De rechtbank is van oordeel dat, anders dan de in de crisismaatregel genoemde zorg, de volgende vormen van verplichte zorg noodzakelijk zijn om het nadeel af te wenden, te weten:
- toedienen van medicatie;
- verrichten medische controles;
- andere medische handelingen en therapeutische maatregelen;
- beperken van de bewegingsvrijheid;
- onderzoek van de woon- of verblijfsruimte op gedrag-beïnvloedende middelen en gevaarlijke voorwerpen;
- controleren op de aanwezigheid van gedrag-beïnvloedende middelen;
- aanbrengen van beperkingen in de vrijheid het eigen leven in te richten, die tot gevolg hebben dat betrokkene iets moet doen of nalaten, waaronder het gebruik van communicatiemiddelen;
- opnemen in een accommodatie.
Betrokkene verzet zich tegen deze zorg. Betrokkene geeft herhaaldelijk aan dat zij naar huis wil en zelfstandig haar leven kan leiden.
Er zijn geen minder bezwarende alternatieven die hetzelfde beoogde effect hebben. De voorgestelde verplichte zorg is bovendien evenredig en naar verwachting effectief.

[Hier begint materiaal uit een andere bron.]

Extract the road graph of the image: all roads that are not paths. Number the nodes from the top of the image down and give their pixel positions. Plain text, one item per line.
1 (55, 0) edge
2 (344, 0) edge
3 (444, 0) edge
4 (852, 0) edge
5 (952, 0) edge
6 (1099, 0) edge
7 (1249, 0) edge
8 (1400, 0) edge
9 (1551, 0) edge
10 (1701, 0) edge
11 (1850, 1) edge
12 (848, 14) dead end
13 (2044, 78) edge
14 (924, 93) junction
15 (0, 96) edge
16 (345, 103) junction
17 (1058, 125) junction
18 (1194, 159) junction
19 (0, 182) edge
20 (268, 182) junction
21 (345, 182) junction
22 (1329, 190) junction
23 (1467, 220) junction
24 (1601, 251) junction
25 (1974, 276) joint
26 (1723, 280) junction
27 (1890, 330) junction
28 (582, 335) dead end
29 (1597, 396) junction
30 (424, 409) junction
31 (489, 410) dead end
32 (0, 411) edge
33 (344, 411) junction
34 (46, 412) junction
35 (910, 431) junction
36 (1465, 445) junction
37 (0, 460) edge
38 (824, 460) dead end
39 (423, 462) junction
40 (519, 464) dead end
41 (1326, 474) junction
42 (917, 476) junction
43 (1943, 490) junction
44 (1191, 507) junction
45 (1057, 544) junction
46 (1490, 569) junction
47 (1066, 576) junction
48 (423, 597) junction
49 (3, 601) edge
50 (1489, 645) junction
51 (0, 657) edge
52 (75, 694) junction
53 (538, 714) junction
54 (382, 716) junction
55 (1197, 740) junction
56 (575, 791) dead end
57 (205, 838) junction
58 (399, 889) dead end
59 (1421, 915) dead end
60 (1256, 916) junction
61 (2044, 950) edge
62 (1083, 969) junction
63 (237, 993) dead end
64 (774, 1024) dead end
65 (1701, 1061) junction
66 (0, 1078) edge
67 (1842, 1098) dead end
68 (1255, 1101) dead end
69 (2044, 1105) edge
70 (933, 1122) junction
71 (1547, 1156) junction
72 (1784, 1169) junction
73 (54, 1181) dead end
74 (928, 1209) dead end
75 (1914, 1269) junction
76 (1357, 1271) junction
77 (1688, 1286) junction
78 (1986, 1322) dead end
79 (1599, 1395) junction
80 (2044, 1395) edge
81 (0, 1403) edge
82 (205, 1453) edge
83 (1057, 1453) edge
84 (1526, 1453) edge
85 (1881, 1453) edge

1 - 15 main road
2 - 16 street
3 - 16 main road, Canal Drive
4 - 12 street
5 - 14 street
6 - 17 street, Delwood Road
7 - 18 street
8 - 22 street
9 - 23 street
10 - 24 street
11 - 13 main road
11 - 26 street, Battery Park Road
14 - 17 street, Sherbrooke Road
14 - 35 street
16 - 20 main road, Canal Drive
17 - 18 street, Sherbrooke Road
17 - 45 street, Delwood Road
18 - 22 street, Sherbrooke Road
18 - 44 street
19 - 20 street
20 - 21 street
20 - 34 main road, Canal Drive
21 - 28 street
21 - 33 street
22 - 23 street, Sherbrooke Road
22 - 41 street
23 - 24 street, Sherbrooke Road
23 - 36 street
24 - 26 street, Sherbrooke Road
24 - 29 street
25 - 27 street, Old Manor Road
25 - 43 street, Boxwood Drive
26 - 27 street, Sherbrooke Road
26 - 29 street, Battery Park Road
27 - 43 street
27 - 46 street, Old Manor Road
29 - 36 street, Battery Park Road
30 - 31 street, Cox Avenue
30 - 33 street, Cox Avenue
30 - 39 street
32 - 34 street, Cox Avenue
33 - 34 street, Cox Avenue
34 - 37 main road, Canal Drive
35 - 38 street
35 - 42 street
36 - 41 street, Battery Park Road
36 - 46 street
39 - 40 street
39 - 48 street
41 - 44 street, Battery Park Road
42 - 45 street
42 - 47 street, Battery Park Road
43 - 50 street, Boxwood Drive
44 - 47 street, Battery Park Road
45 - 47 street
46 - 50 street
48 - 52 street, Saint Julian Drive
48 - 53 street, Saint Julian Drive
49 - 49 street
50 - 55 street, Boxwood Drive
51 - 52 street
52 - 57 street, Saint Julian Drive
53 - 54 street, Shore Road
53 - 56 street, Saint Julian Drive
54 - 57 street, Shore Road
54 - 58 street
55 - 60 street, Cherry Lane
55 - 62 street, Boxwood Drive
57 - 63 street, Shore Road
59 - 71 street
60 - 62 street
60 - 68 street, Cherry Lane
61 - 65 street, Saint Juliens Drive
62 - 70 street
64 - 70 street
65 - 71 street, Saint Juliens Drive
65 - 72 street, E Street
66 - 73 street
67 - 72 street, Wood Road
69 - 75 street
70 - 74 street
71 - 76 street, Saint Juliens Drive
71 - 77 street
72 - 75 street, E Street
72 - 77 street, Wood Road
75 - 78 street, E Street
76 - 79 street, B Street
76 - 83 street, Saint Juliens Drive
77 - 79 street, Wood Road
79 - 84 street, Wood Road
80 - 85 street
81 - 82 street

Uit de stukken blijkt verder dat rekening is gehouden met de voorwaarden die noodzakelijk zijn om deelname van betrokkene aan het maatschappelijk leven te bevorderen, alsmede met de veiligheid van betrokkene.
Gelet op het voorgaande zal een machtiging tot voortzetting van de crisismaatregel worden verleend, welke machtiging een geldigheidsduur heeft van drie weken na heden.

Beslissing

De rechtbank:
verleent een machtiging tot voortzetting van de crisismaatregel ten aanzien van:

[betrokkene] ,

geboren op [geboortedatum] 1951 te [geboorteplaats] ,
inhoudende dat bij wijze van verplichte zorg de volgende maatregelen kunnen worden getroffen:
- toedienen van medicatie;
- verrichten medische controles;
- andere medische handelingen en therapeutische maatregelen;
- beperken van de bewegingsvrijheid;
- onderzoek van de woon- of verblijfsruimte op gedrag-beïnvloedende middelen en gevaarlijke voorwerpen;
- controleren op de aanwezigheid van gedrag-beïnvloedende middelen;
- aanbrengen van beperkingen in de vrijheid het eigen leven in te richten, die tot gevolg hebben dat betrokkene iets moet doen of nalaten, waaronder het gebruik van communicatiemiddelen;
- opnemen in een accommodatie;
bepaalt dat deze machtiging geldt tot en met 24 oktober 2025;
wijst af het meer of anders verzochte.
Deze beschikking is gegeven door mr. L. Kelkensberg, rechter, bijgestaan door P.S.R. Nieman als griffier, en uitgesproken ter openbare zitting van 3 oktober 2025.
De schriftelijke uitwerking van deze beschikking is vastgesteld op 14 oktober 2025.
Tegen deze beschikking staat het rechtsmiddel van cassatie open.